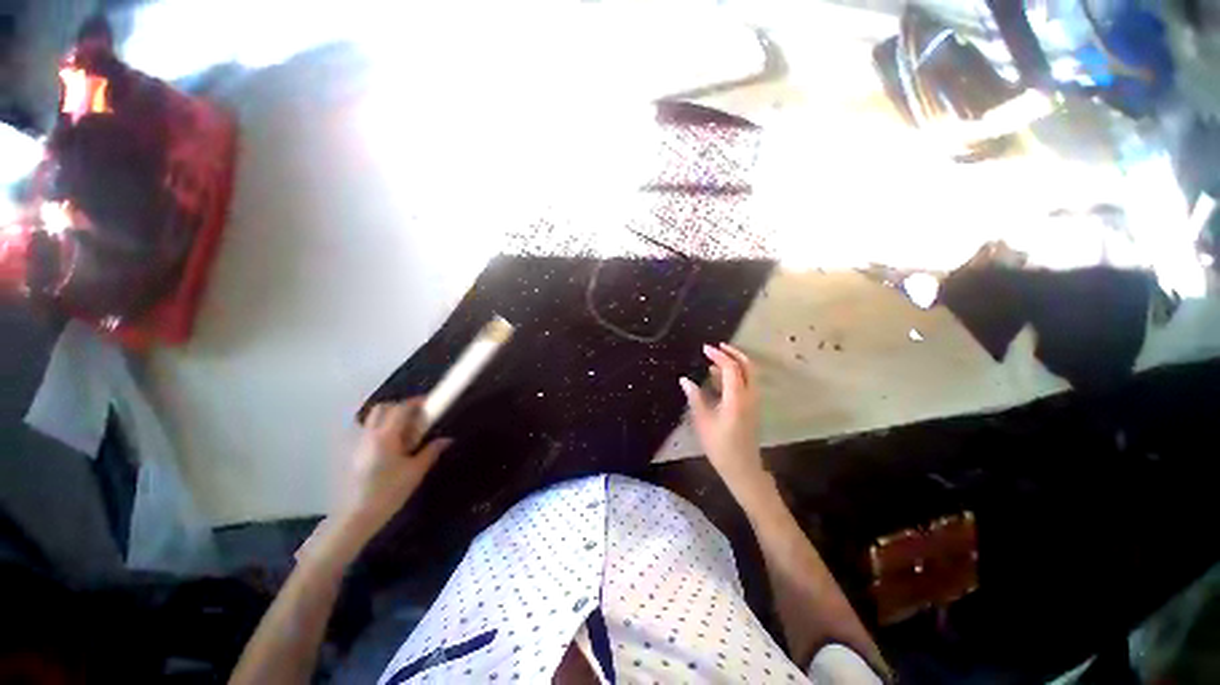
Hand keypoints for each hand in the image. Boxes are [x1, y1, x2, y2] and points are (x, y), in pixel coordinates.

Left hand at [334, 398, 452, 539]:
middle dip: (400, 407)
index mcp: (386, 437)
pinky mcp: (355, 454)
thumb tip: (447, 439)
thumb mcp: (416, 471)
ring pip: (372, 419)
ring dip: (389, 418)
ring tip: (403, 432)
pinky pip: (368, 432)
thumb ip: (431, 451)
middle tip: (416, 417)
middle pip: (383, 408)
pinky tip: (390, 448)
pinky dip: (381, 430)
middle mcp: (370, 435)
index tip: (429, 402)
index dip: (416, 402)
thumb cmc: (390, 491)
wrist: (358, 515)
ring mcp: (359, 444)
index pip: (401, 408)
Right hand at [680, 343, 767, 494]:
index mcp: (737, 397)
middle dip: (733, 353)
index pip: (731, 368)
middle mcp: (749, 396)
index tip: (704, 348)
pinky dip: (734, 375)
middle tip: (717, 347)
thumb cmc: (719, 445)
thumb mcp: (703, 421)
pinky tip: (717, 378)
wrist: (742, 467)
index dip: (718, 355)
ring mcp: (753, 401)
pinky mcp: (751, 407)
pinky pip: (746, 383)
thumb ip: (695, 397)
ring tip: (713, 360)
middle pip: (747, 366)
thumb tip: (685, 379)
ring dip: (734, 363)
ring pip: (749, 374)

■ ■ ■ ■ ■ ■ ■

■ Task goal
Begin with the line containing "thumb mcp: (703, 421)" and repeat each line exactly until the records above end.

■ Solution for this problem
thumb mcp: (703, 421)
pinky tip: (717, 378)
wrist: (742, 467)
index dip: (718, 355)
ring mcp: (753, 401)
pinky mcp: (751, 407)
pinky pip: (746, 383)
thumb ip: (695, 397)
ring tip: (713, 360)
middle pip: (747, 366)
thumb tip: (685, 379)
ring dip: (734, 363)
ring pip: (749, 374)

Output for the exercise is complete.